WHAT YOU ARE ASKED TO DO » In the listing below, how many lines contain "函館上磯線"? Answer with the number alone.

------------------------------------

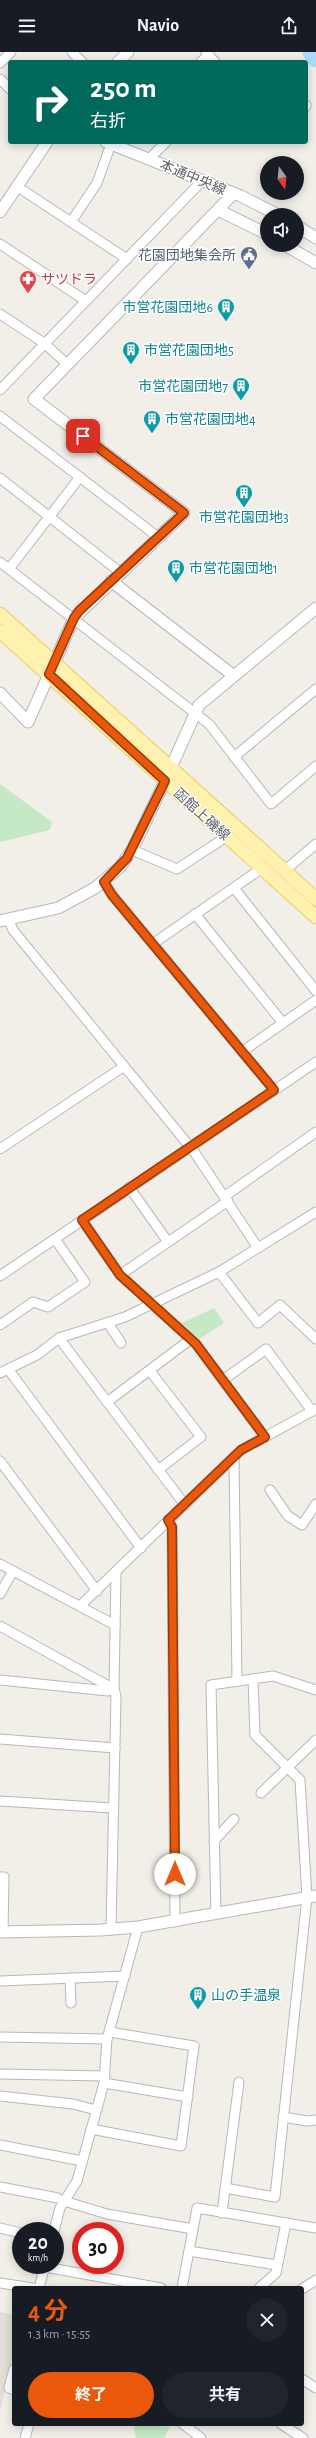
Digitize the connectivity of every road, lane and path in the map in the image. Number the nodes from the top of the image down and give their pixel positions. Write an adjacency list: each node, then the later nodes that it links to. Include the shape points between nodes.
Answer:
1 (11, 52): 6 (street)
2 (72, 52): 4 (street)
3 (128, 52): 5 (street)
4 (80, 60)
5 (120, 60)
6 (0, 63)
7 (0, 79): 8 (street)
8 (8, 87)
9 (46, 144): 17 (street)
10 (108, 144): 20 (street, via 97,183)
11 (111, 144): 13 (street, 本通中央線)
12 (164, 144): 13 (street)
13 (150, 159): 14 (street, 本通中央線)
14 (202, 181): 16 (street, 本通中央線); 26 (street)
15 (24, 191): 20 (street)
16 (233, 194): 18 (street, 本通中央線); 19 (street)
17 (1, 208)
18 (263, 208)
19 (218, 210): 22 (street); 31 (street)
20 (71, 222): 26 (street)
21 (304, 230): 23 (street)
22 (260, 231)
23 (316, 238)
24 (0, 244): 28 (street)
25 (297, 252): 27 (street)
26 (126, 259): 28 (street)
27 (316, 263)
28 (86, 300): 30 (street)
29 (0, 314): 30 (street)
30 (44, 343): 31 (street); 32 (street)
31 (67, 364): 37 (street, via 34,399 184,513)
32 (1, 385)
33 (0, 416): 34 (street)
34 (80, 477): 36 (street); 37 (street)
35 (0, 478): 36 (street)
36 (50, 516): 39 (street); 40 (street)
37 (158, 537): 40 (street)
38 (0, 562): 39 (street)
39 (9, 569): 44 (street)
40 (120, 573): 41 (street)
41 (111, 581): 44 (street); 48 (street)
42 (316, 608): 48 (street)
43 (0, 614): 46 (main road, 函館上磯線)
44 (74, 618): 46 (street); 51 (street)
45 (0, 630): 47 (main road, 函館上磯線)
46 (53, 662): 47 (street); 54 (main road, 函館上磯線)
47 (49, 674): 50 (street, via 28,722); 54 (main road, 函館上磯線)
48 (234, 676): 51 (street, via 199,704)
49 (316, 689): 52 (street)
50 (0, 693)
51 (195, 711): 52 (street, via 209,724); 54 (street)
52 (234, 757): 53 (street, via 271,804)
53 (316, 766)
54 (168, 775): 58 (main road, 函館上磯線); 60 (street, via 127,858); 64 (main road, 函館上磯線)
55 (220, 841): 57 (street, via 177,869)
56 (316, 844): 58 (street)
57 (137, 852)
58 (284, 871): 62 (main road, 函館上磯線)
59 (255, 873): 61 (street)
60 (104, 882): 65 (street, via 58,908); 66 (street, via 112,895)
61 (234, 888): 63 (street); 67 (street)
62 (316, 899)
63 (195, 914): 66 (street); 69 (street)
64 (316, 917)
65 (4, 920): 72 (street)
66 (154, 943): 70 (street)
67 (316, 991)
68 (316, 1000): 69 (street)
69 (283, 1023): 70 (street)
70 (243, 1051): 73 (street)
71 (316, 1062): 73 (street)
72 (123, 1067): 75 (street); 76 (street)
73 (274, 1090): 75 (street)
74 (316, 1132): 78 (street)
75 (190, 1147): 77 (street); 78 (street)
76 (0, 1149)
77 (129, 1187): 80 (street); 82 (street)
78 (227, 1198): 82 (street); 83 (street)
79 (316, 1212): 83 (street)
80 (82, 1220): 81 (street); 85 (street)
81 (55, 1239): 86 (street); 89 (street, via 85,1282 48,1307 33,1302)
82 (168, 1242): 85 (street)
83 (258, 1248): 84 (street)
84 (220, 1272): 87 (street); 91 (street, via 258,1323 280,1305)
85 (120, 1275): 87 (street)
86 (0, 1276)
87 (152, 1304): 88 (street); 92 (street)
88 (108, 1323): 90 (street); 93 (street)
89 (0, 1325)
90 (60, 1338): 95 (street, via 37,1355); 97 (street)
91 (316, 1339)
92 (191, 1340): 94 (street); 96 (street)
93 (121, 1343)
94 (150, 1370): 97 (street); 102 (street, via 201,1438)
95 (4, 1371): 107 (street)
96 (223, 1380): 98 (street, via 266,1349); 99 (street)
97 (107, 1402): 102 (street)
98 (314, 1410): 99 (street)
99 (265, 1437): 100 (street, via 241,1450)
100 (234, 1457): 105 (street); 118 (street)
101 (0, 1461): 111 (street)
102 (158, 1470): 105 (street)
103 (270, 1490): 104 (street, via 288,1516 302,1525)
104 (316, 1504)
105 (185, 1505): 106 (street)
106 (168, 1520): 107 (street); 133 (street, via 172,1527)
107 (141, 1548): 110 (street)
108 (1, 1563): 109 (street)
109 (13, 1571): 112 (street); 113 (street)
110 (116, 1573): 111 (street); 114 (street)
111 (97, 1591): 113 (street)
112 (0, 1594)
113 (80, 1606): 114 (street)
114 (115, 1625): 119 (street)
115 (0, 1626): 119 (street)
116 (253, 1679): 118 (street); 120 (street, via 273,1676); 124 (street, via 255,1735)
117 (0, 1680): 119 (street, via 108,1691)
118 (237, 1681): 129 (street, via 211,1685)
119 (114, 1689): 123 (street)
120 (316, 1690)
121 (0, 1739): 123 (street)
122 (316, 1740): 124 (street)
123 (115, 1748): 127 (street)
124 (288, 1767): 125 (street); 131 (street, via 300,1780)
125 (261, 1793)
126 (0, 1801): 127 (street)
127 (112, 1808): 135 (street)
128 (234, 1819): 129 (street)
129 (214, 1841): 132 (street)
130 (0, 1877): 136 (street, via 4,1877)
131 (311, 1897): 132 (street); 149 (street)
132 (216, 1914): 133 (street)
133 (176, 1922): 134 (street)
134 (138, 1927): 135 (street); 137 (street)
135 (111, 1929): 136 (street)
136 (2, 1932)
137 (125, 1976): 138 (street); 141 (street)
138 (70, 1978): 139 (street); 140 (street)
139 (0, 1981)
140 (71, 2003)
141 (109, 2036): 142 (street); 144 (street); 147 (street, via 194,2046)
142 (0, 2037)
143 (0, 2074): 144 (street)
144 (105, 2079): 147 (street); 148 (street)
145 (239, 2082): 155 (street)
146 (0, 2096): 148 (street, via 73,2104)
147 (188, 2098): 151 (street, via 181,2146)
148 (96, 2110): 151 (street)
149 (283, 2117): 150 (street, via 307,2122); 155 (street, via 275,2197)
150 (316, 2120)
151 (91, 2129): 153 (street)
152 (0, 2145): 153 (street)
153 (82, 2161): 156 (street, via 77,2181)
154 (0, 2187): 156 (street)
155 (225, 2188): 157 (street)
156 (61, 2199): 158 (street); 162 (street, via 107,2214)
157 (222, 2212): 159 (street); 162 (street, via 197,2208)
158 (56, 2222)
159 (286, 2223): 161 (street); 165 (street)
160 (0, 2228): 163 (street)
161 (316, 2228)
162 (193, 2229): 164 (street)
163 (12, 2231)
164 (189, 2251): 165 (street); 174 (street)
165 (277, 2265): 175 (street, via 276,2273)
166 (64, 2271): 170 (street)
167 (43, 2274): 172 (street)
168 (316, 2280): 176 (street)
169 (0, 2283): 171 (street)
170 (124, 2285): 173 (street)
171 (20, 2286)
172 (40, 2286)
173 (137, 2286)
174 (182, 2286)
175 (261, 2286)
176 (304, 2288)
177 (12, 2377): 180 (street, via 9,2388)
178 (304, 2380): 179 (street)
179 (316, 2388)
180 (12, 2389)
181 (28, 2426): 184 (street)
182 (186, 2426): 185 (street)
183 (284, 2426): 186 (street)
184 (25, 2438)
185 (201, 2438)
186 (303, 2438)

------------------------------------

EXERCISE OUTPUT » 6